F7. Истории безоблачного детства. Об истончении
Когда мы с братиками были маленькие и ходили в школу, был у нас один твердолобый наставник, сеньор Рунас, в прошлом то ли аббат, то ли ксёндз. Он вёл физкультуру и труд, и лицо его было непроницаемо, как у тибетского аскета. Мы всё ждали – когда же он заплачет? Но он не плакал и не плакал, он был совсем бесчувственный и зачерствевший. Как-то раз Колик специально защемил себе палец крышкой парты, до крови, и показал ему, но тот даже бровью не повёл, погружённый в своё. Однако терпеливый всегда остаётся в выигрыше, и мы с братиками выиграли: когда пришла пора сеньору Рунасу помирать – заплакал он, как дитя. Пожаловался он нам, что жаль ему расставаться с цветочками луговыми, с синим небом, с солнышком, жаль невыразимо. Что ж ты не плакал, дядя, когда к месту было, когда вовремя? – злорадствовали мы. Хотя впрочем злорадство наше было пополам с сочувствием – будто мы сами помирали вместе с сеньором Рунасом – с таким необычайным для наших лет сочувствием. Мы собрали ему полевых цветочков, веточек папоротника, травяных метёлочек и всяких даров огорода: крыжовника, яблок, разной редиски. Он был тронут и не огорчился, что незрелое и немытое, какая ему уже была разница, глупо мертвецу беспокоиться о сварении. Мы сидели у могилы и советовались, как же мы теперь будем изучать физкультуру и труд? Мы условились ничего не говорить директору о смерти сеньора Рунаса, иначе бы он подыскал нам нового наставника, снова какого-нибудь толстокожего мужлана, и жди потом жди, пока он истончится. Мы сами бегали, прыгали, пилили лобзиком и ставили себе оценки в классный журнал – и директор так ничего и не заметил. Мы были такие тонкие, что чуть не взлетали, легче воздуха, светлые, красивые, кудрявые. Мы мечтали, что когда вырастем, станем наставниками.

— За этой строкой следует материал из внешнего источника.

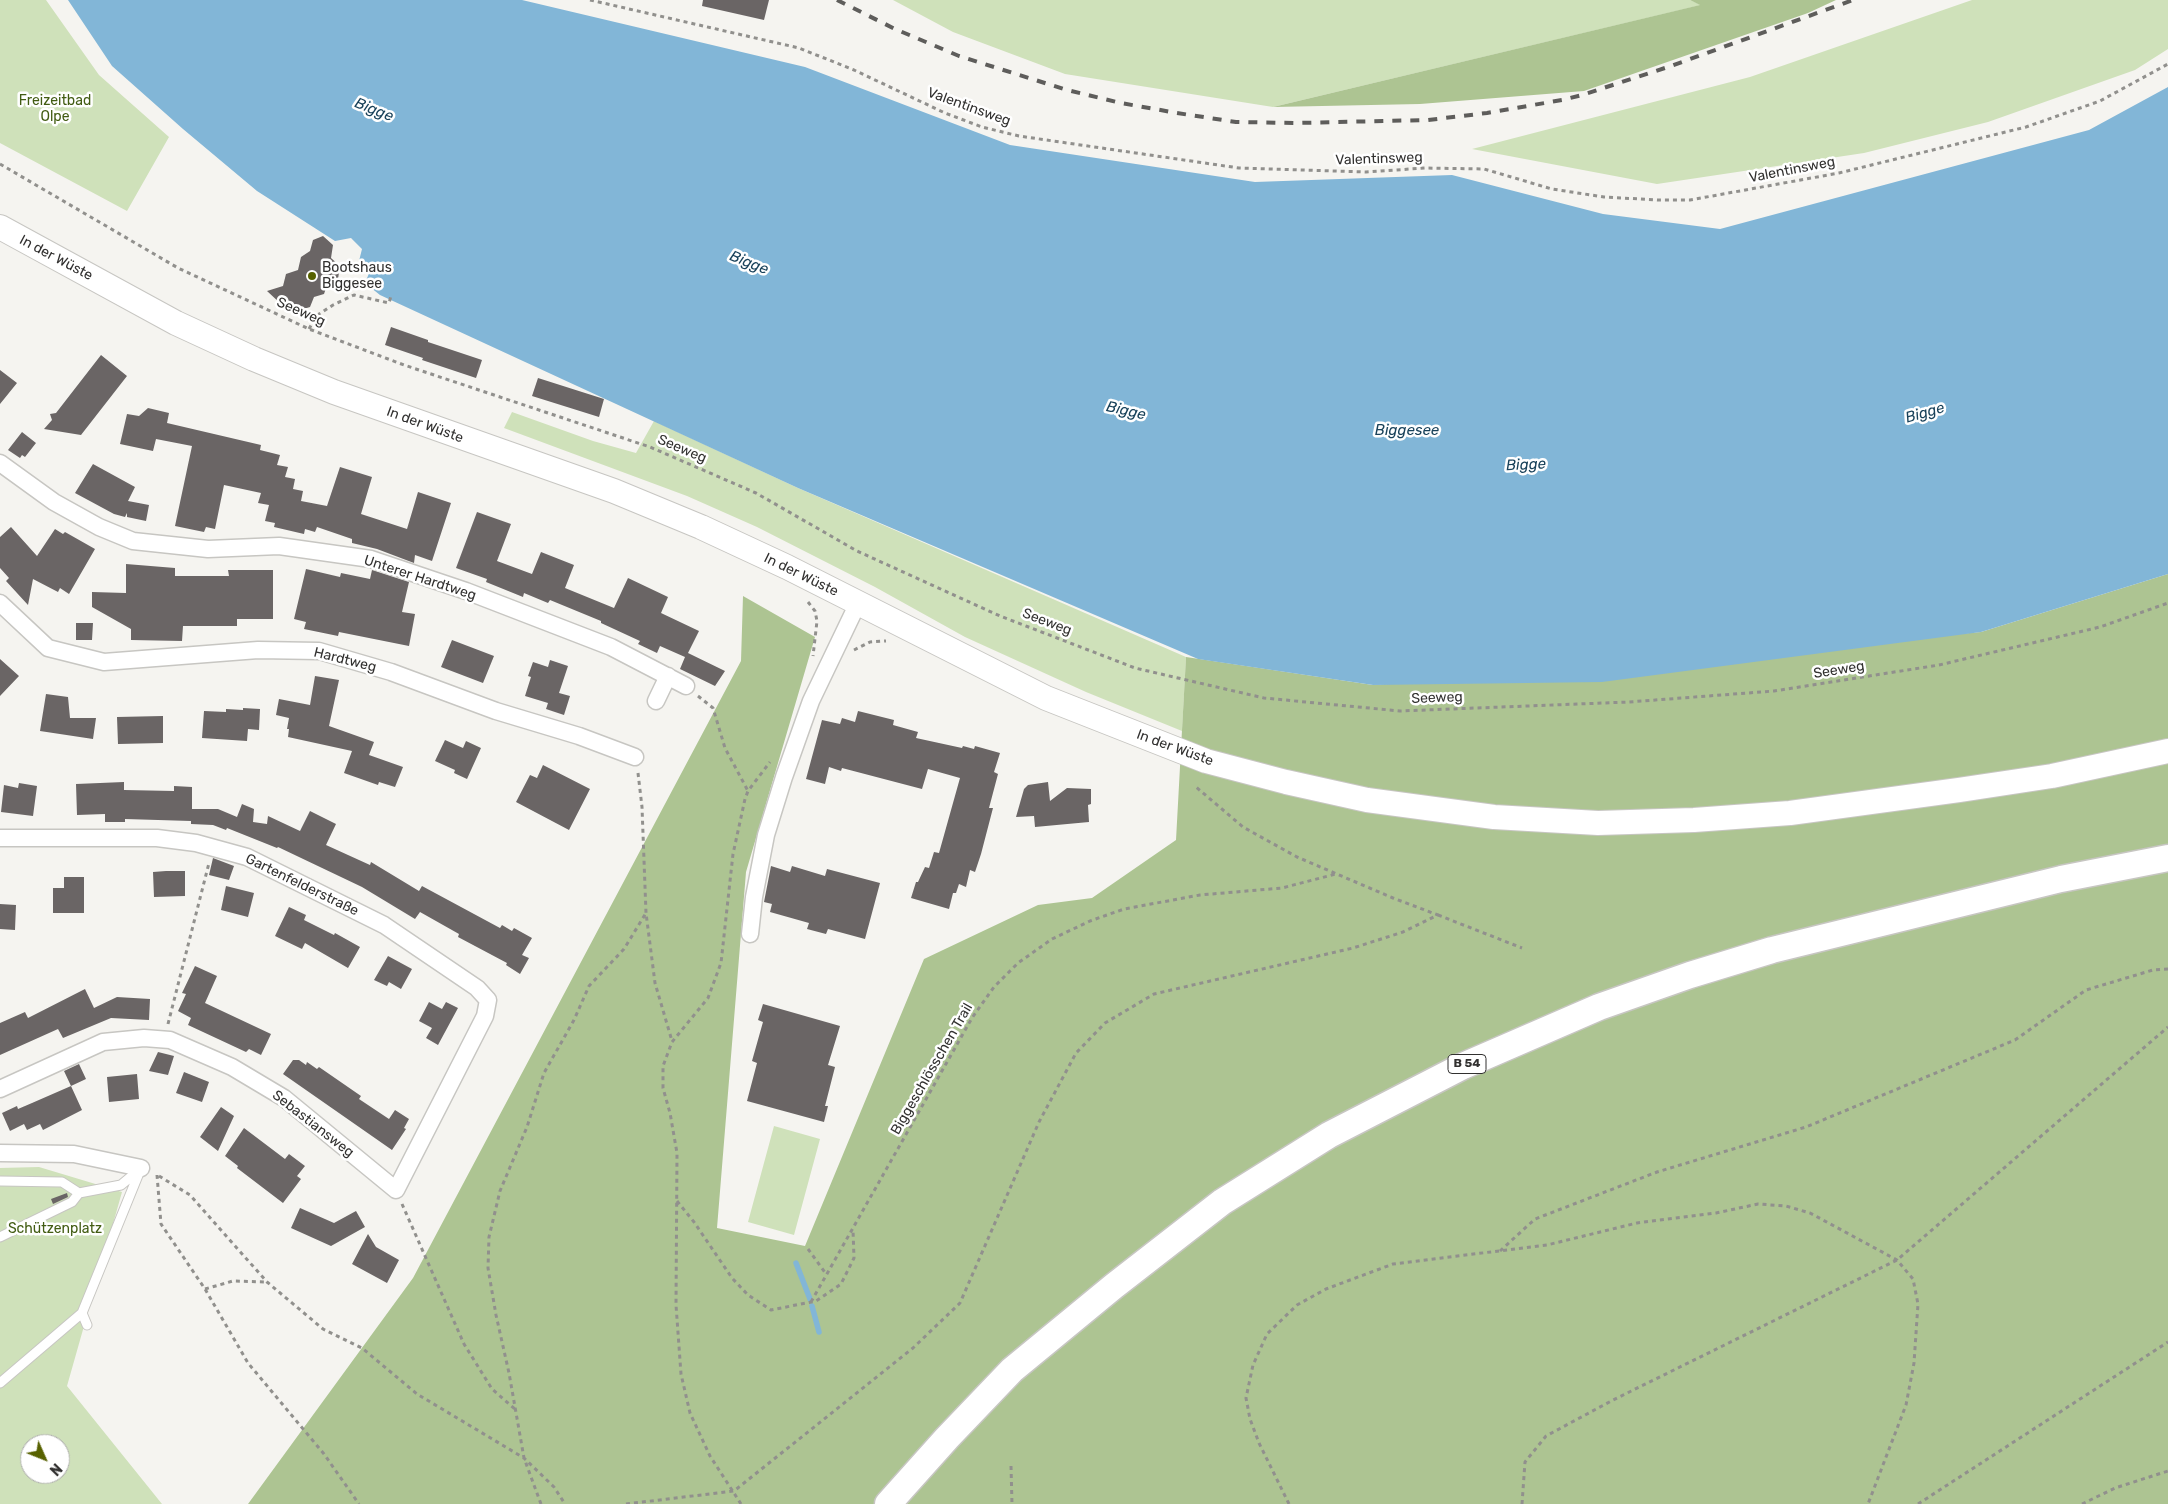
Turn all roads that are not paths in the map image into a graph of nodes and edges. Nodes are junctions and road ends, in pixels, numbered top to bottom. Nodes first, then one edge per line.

F8. Истории безоблачного детства. О посланиях
После смерти сеньора Рунаса нам в наследство осталось множество презанятнейших предметов. Вернувшись в школу, мы расселись на ковре в учительской и высыпали содержимое ящиков его комода и письменного стола в большую общую кучу. Сначала мы не двигались и просто рассматривали то, что оказалось на поверхности: водяной компас, чёрный паяльник с загнутым жалом, набор радиолюбительских отвёрток, баллон с газом для зажигалок, колода эротических игральных карт, огромное увеличительное стекло, жестяная коробка из-под леденцов с выпуклыми оленями, оптический кабель со множеством странных узелков, разноцветный веер с образцами акрила, приличный кусок хозяйственного мыла, шприц с термопастой и разрозненные кассеты с польским джазом. Потом мы стали высматривать торчащие из кучи концы, углы и тянуть наугад: строительный уровень с пузырьками в стеклянных капсулах, картонную тубу с курительной трубкой, связку ключей с брелоком в форме револьвера, коробку сандаловых ароматических палочек, тонкую жёлтую папку на резинках. В папке лежало неожиданное: оказывается, сеньор Рунас в течение многих лет писал послания самому себе, из тогдашнего настоящего в будущее. Ощущая щекотку любопытства в животе, мы начали листать и читать.
***
Мне в 15ть лет. Раньше не открывать.
Ну что? Ты уже… это? Нет, правда? Как оно??...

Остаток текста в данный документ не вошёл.